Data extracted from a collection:
+ + +

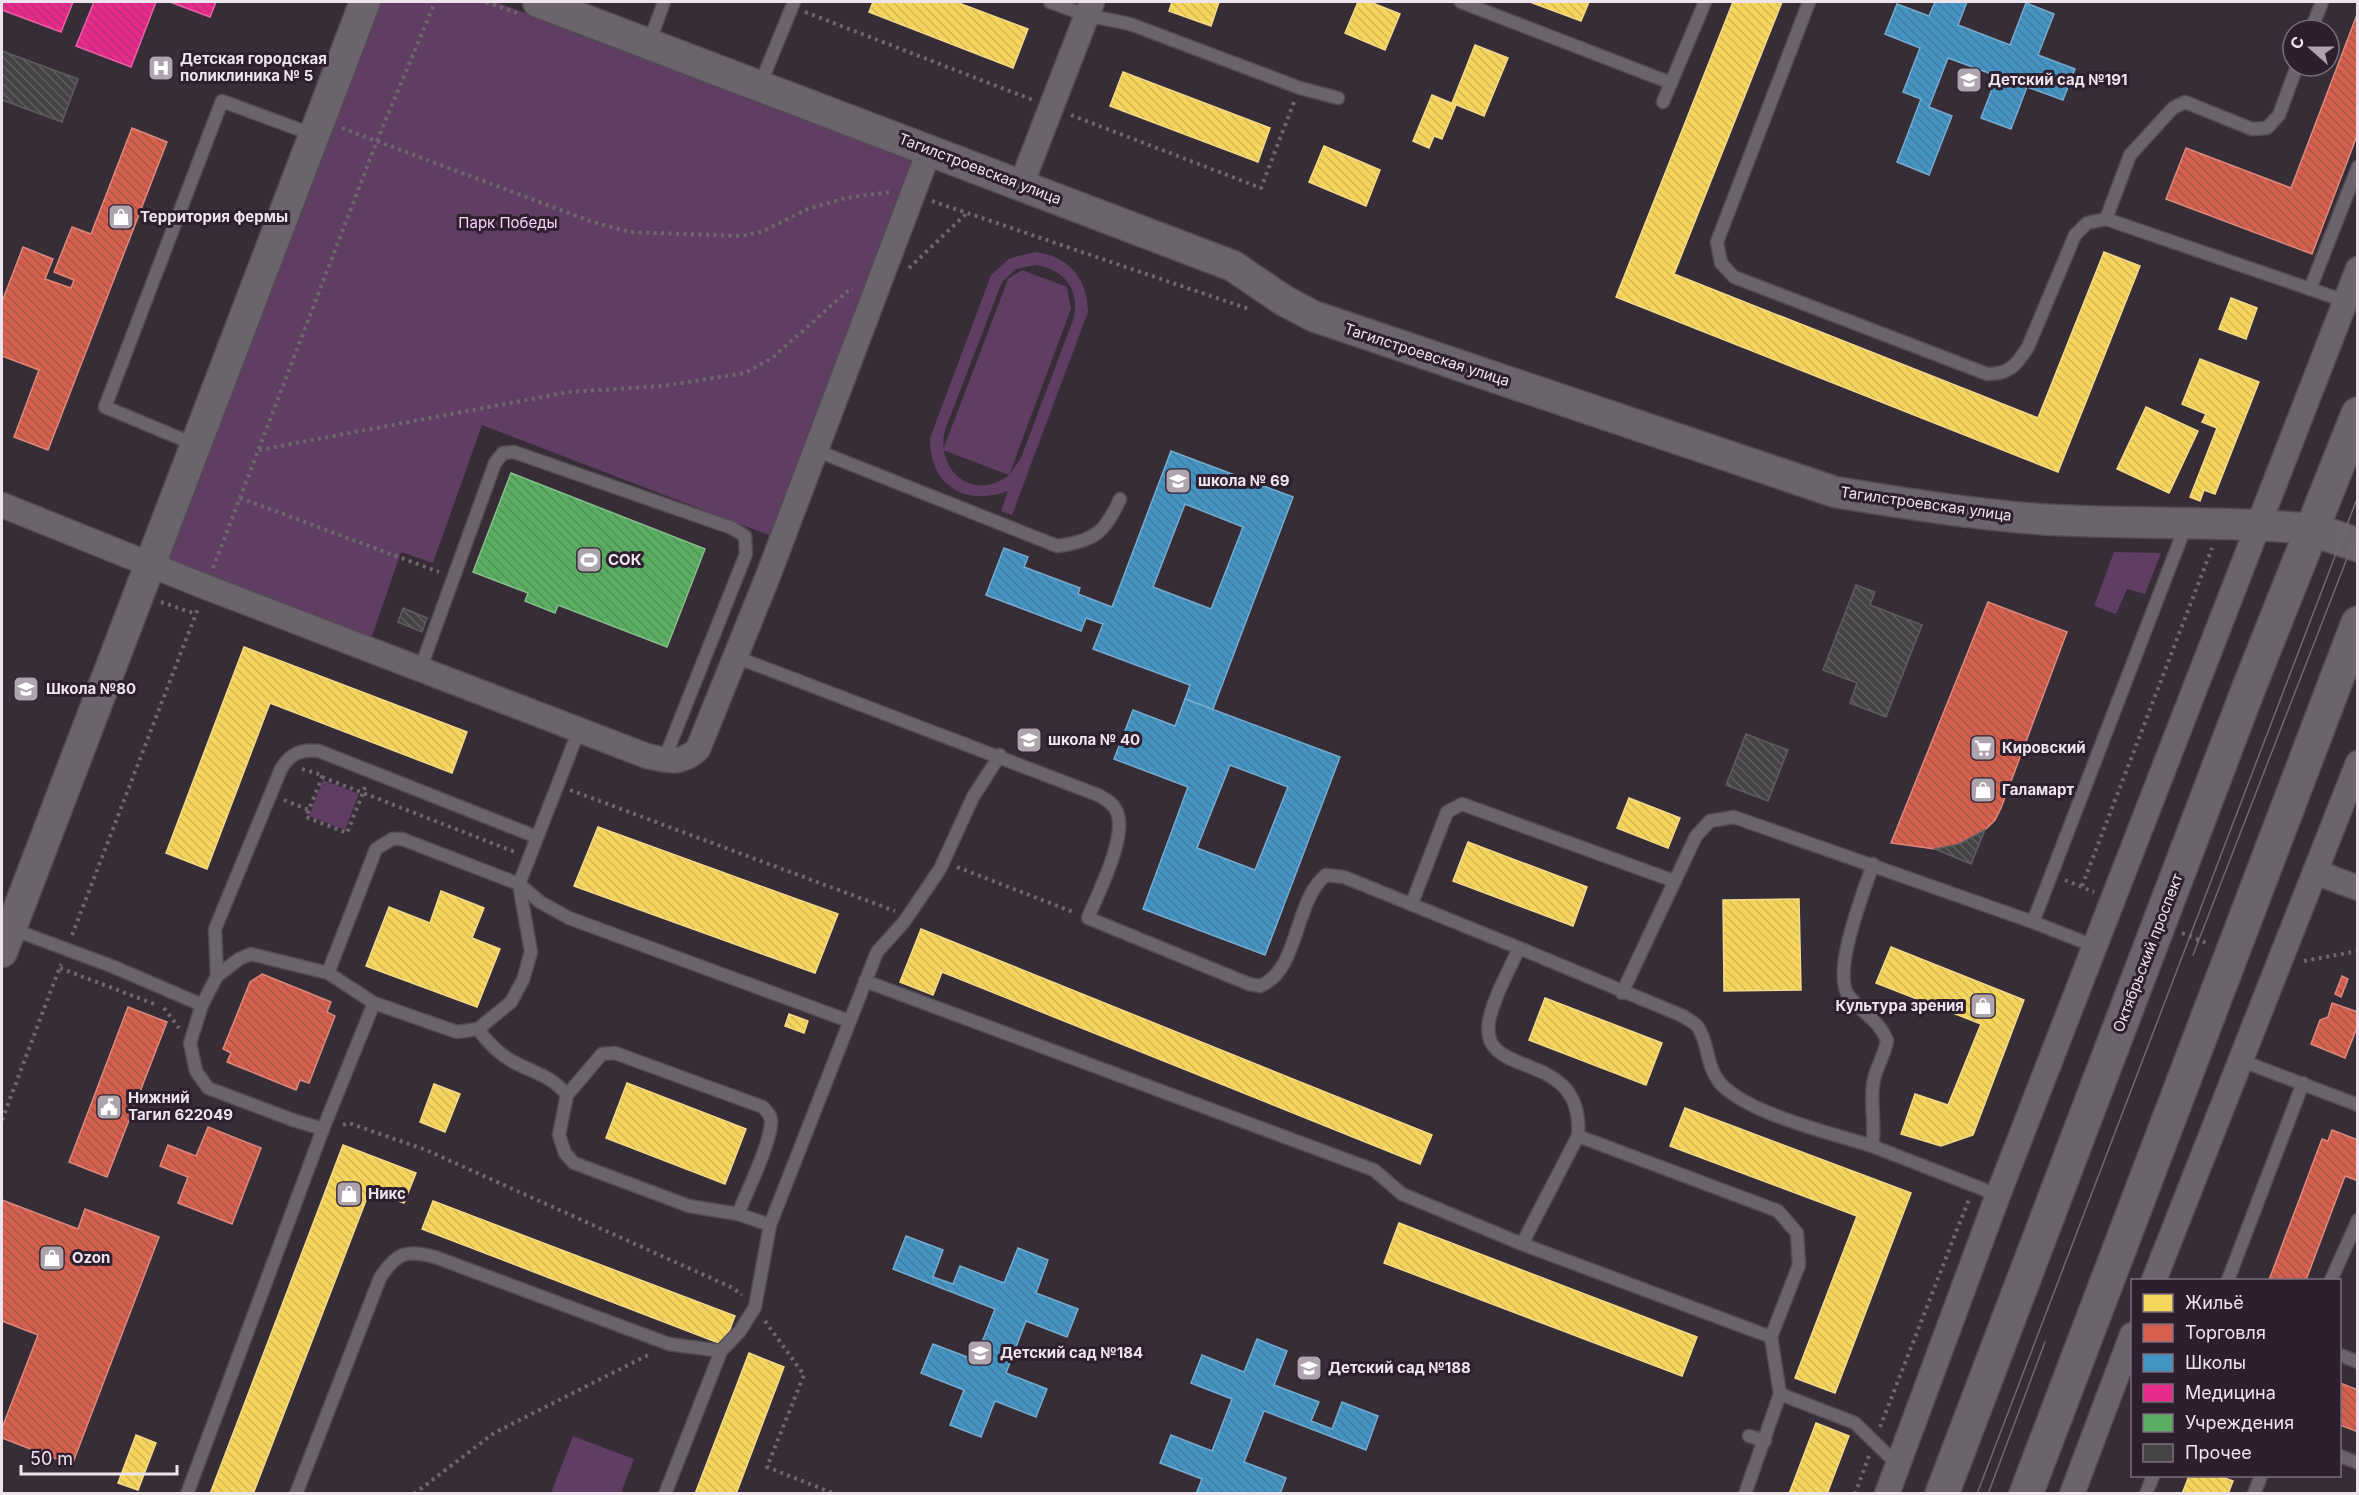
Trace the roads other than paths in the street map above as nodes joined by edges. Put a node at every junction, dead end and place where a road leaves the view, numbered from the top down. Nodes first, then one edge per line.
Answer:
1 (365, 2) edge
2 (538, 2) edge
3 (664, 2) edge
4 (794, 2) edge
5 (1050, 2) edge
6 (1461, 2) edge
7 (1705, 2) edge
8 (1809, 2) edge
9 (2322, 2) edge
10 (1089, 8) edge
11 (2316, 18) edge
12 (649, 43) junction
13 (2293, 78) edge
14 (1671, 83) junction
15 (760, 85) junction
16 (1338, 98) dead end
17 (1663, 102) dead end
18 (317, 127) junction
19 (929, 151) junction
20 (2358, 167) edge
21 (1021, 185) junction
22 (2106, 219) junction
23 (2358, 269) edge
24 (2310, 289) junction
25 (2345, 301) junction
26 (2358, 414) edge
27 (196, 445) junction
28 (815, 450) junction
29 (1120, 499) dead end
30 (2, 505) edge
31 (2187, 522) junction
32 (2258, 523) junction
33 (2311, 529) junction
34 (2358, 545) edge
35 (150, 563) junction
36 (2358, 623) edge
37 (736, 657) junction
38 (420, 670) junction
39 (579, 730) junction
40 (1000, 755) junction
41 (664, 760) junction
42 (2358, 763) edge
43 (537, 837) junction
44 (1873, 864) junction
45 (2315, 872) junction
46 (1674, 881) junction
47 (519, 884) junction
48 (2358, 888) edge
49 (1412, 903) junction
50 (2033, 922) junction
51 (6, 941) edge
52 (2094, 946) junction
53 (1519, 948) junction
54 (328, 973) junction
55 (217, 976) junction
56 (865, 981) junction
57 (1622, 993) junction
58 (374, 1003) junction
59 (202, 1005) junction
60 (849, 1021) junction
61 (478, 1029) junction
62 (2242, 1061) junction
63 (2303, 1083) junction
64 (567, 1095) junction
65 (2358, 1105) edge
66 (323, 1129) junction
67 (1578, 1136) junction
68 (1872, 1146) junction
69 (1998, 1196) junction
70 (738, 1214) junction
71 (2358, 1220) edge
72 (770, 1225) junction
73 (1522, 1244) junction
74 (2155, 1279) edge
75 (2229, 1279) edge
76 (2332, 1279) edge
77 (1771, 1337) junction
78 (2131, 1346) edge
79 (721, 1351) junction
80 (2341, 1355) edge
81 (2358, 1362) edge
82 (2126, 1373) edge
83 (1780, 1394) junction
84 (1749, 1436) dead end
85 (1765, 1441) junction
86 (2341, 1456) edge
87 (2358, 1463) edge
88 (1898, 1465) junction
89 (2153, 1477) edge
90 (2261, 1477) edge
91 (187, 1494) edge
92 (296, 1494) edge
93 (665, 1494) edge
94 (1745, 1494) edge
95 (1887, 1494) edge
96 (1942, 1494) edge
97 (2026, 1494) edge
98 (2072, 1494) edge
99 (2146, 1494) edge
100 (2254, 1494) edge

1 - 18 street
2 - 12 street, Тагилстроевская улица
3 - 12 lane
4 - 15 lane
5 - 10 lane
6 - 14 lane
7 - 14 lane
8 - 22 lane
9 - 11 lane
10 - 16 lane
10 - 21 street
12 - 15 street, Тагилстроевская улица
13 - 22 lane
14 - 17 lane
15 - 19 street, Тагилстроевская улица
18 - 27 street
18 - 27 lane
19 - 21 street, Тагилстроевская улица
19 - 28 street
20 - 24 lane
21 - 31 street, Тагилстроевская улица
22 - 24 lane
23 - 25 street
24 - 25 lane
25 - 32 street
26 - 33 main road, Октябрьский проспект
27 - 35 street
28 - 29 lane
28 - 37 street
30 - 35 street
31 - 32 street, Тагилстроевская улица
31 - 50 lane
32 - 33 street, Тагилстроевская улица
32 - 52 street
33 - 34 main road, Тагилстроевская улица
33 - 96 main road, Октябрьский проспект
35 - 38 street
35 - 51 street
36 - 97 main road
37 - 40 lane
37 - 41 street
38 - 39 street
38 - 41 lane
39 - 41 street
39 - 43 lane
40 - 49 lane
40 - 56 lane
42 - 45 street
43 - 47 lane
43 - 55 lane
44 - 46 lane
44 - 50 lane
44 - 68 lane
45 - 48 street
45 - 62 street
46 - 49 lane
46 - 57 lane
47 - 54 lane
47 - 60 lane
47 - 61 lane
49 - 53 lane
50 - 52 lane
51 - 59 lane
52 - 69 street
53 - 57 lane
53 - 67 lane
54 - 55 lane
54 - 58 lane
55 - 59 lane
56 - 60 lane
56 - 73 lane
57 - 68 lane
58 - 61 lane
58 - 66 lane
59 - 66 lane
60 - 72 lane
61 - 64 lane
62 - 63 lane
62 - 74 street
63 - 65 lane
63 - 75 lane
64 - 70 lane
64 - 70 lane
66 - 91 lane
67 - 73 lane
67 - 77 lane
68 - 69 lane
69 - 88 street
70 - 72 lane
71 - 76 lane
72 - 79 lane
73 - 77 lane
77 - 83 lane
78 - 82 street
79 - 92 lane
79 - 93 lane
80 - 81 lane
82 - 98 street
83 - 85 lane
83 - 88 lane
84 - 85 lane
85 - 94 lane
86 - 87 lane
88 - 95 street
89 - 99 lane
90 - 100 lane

+ + +

### INSTRUCTIONS FOR THE TASK
The entries above, without their pictures, should be written out exactly.

### REPLY TO THE TASK
Trace the roads other than paths in the street map above as nodes joined by edges. Put a node at every junction, dead end and place where a road leaves the view, numbered from the top down. Nodes first, then one edge per line.
Answer:
1 (365, 2) edge
2 (538, 2) edge
3 (664, 2) edge
4 (794, 2) edge
5 (1050, 2) edge
6 (1461, 2) edge
7 (1705, 2) edge
8 (1809, 2) edge
9 (2322, 2) edge
10 (1089, 8) edge
11 (2316, 18) edge
12 (649, 43) junction
13 (2293, 78) edge
14 (1671, 83) junction
15 (760, 85) junction
16 (1338, 98) dead end
17 (1663, 102) dead end
18 (317, 127) junction
19 (929, 151) junction
20 (2358, 167) edge
21 (1021, 185) junction
22 (2106, 219) junction
23 (2358, 269) edge
24 (2310, 289) junction
25 (2345, 301) junction
26 (2358, 414) edge
27 (196, 445) junction
28 (815, 450) junction
29 (1120, 499) dead end
30 (2, 505) edge
31 (2187, 522) junction
32 (2258, 523) junction
33 (2311, 529) junction
34 (2358, 545) edge
35 (150, 563) junction
36 (2358, 623) edge
37 (736, 657) junction
38 (420, 670) junction
39 (579, 730) junction
40 (1000, 755) junction
41 (664, 760) junction
42 (2358, 763) edge
43 (537, 837) junction
44 (1873, 864) junction
45 (2315, 872) junction
46 (1674, 881) junction
47 (519, 884) junction
48 (2358, 888) edge
49 (1412, 903) junction
50 (2033, 922) junction
51 (6, 941) edge
52 (2094, 946) junction
53 (1519, 948) junction
54 (328, 973) junction
55 (217, 976) junction
56 (865, 981) junction
57 (1622, 993) junction
58 (374, 1003) junction
59 (202, 1005) junction
60 (849, 1021) junction
61 (478, 1029) junction
62 (2242, 1061) junction
63 (2303, 1083) junction
64 (567, 1095) junction
65 (2358, 1105) edge
66 (323, 1129) junction
67 (1578, 1136) junction
68 (1872, 1146) junction
69 (1998, 1196) junction
70 (738, 1214) junction
71 (2358, 1220) edge
72 (770, 1225) junction
73 (1522, 1244) junction
74 (2155, 1279) edge
75 (2229, 1279) edge
76 (2332, 1279) edge
77 (1771, 1337) junction
78 (2131, 1346) edge
79 (721, 1351) junction
80 (2341, 1355) edge
81 (2358, 1362) edge
82 (2126, 1373) edge
83 (1780, 1394) junction
84 (1749, 1436) dead end
85 (1765, 1441) junction
86 (2341, 1456) edge
87 (2358, 1463) edge
88 (1898, 1465) junction
89 (2153, 1477) edge
90 (2261, 1477) edge
91 (187, 1494) edge
92 (296, 1494) edge
93 (665, 1494) edge
94 (1745, 1494) edge
95 (1887, 1494) edge
96 (1942, 1494) edge
97 (2026, 1494) edge
98 (2072, 1494) edge
99 (2146, 1494) edge
100 (2254, 1494) edge

1 - 18 street
2 - 12 street, Тагилстроевская улица
3 - 12 lane
4 - 15 lane
5 - 10 lane
6 - 14 lane
7 - 14 lane
8 - 22 lane
9 - 11 lane
10 - 16 lane
10 - 21 street
12 - 15 street, Тагилстроевская улица
13 - 22 lane
14 - 17 lane
15 - 19 street, Тагилстроевская улица
18 - 27 street
18 - 27 lane
19 - 21 street, Тагилстроевская улица
19 - 28 street
20 - 24 lane
21 - 31 street, Тагилстроевская улица
22 - 24 lane
23 - 25 street
24 - 25 lane
25 - 32 street
26 - 33 main road, Октябрьский проспект
27 - 35 street
28 - 29 lane
28 - 37 street
30 - 35 street
31 - 32 street, Тагилстроевская улица
31 - 50 lane
32 - 33 street, Тагилстроевская улица
32 - 52 street
33 - 34 main road, Тагилстроевская улица
33 - 96 main road, Октябрьский проспект
35 - 38 street
35 - 51 street
36 - 97 main road
37 - 40 lane
37 - 41 street
38 - 39 street
38 - 41 lane
39 - 41 street
39 - 43 lane
40 - 49 lane
40 - 56 lane
42 - 45 street
43 - 47 lane
43 - 55 lane
44 - 46 lane
44 - 50 lane
44 - 68 lane
45 - 48 street
45 - 62 street
46 - 49 lane
46 - 57 lane
47 - 54 lane
47 - 60 lane
47 - 61 lane
49 - 53 lane
50 - 52 lane
51 - 59 lane
52 - 69 street
53 - 57 lane
53 - 67 lane
54 - 55 lane
54 - 58 lane
55 - 59 lane
56 - 60 lane
56 - 73 lane
57 - 68 lane
58 - 61 lane
58 - 66 lane
59 - 66 lane
60 - 72 lane
61 - 64 lane
62 - 63 lane
62 - 74 street
63 - 65 lane
63 - 75 lane
64 - 70 lane
64 - 70 lane
66 - 91 lane
67 - 73 lane
67 - 77 lane
68 - 69 lane
69 - 88 street
70 - 72 lane
71 - 76 lane
72 - 79 lane
73 - 77 lane
77 - 83 lane
78 - 82 street
79 - 92 lane
79 - 93 lane
80 - 81 lane
82 - 98 street
83 - 85 lane
83 - 88 lane
84 - 85 lane
85 - 94 lane
86 - 87 lane
88 - 95 street
89 - 99 lane
90 - 100 lane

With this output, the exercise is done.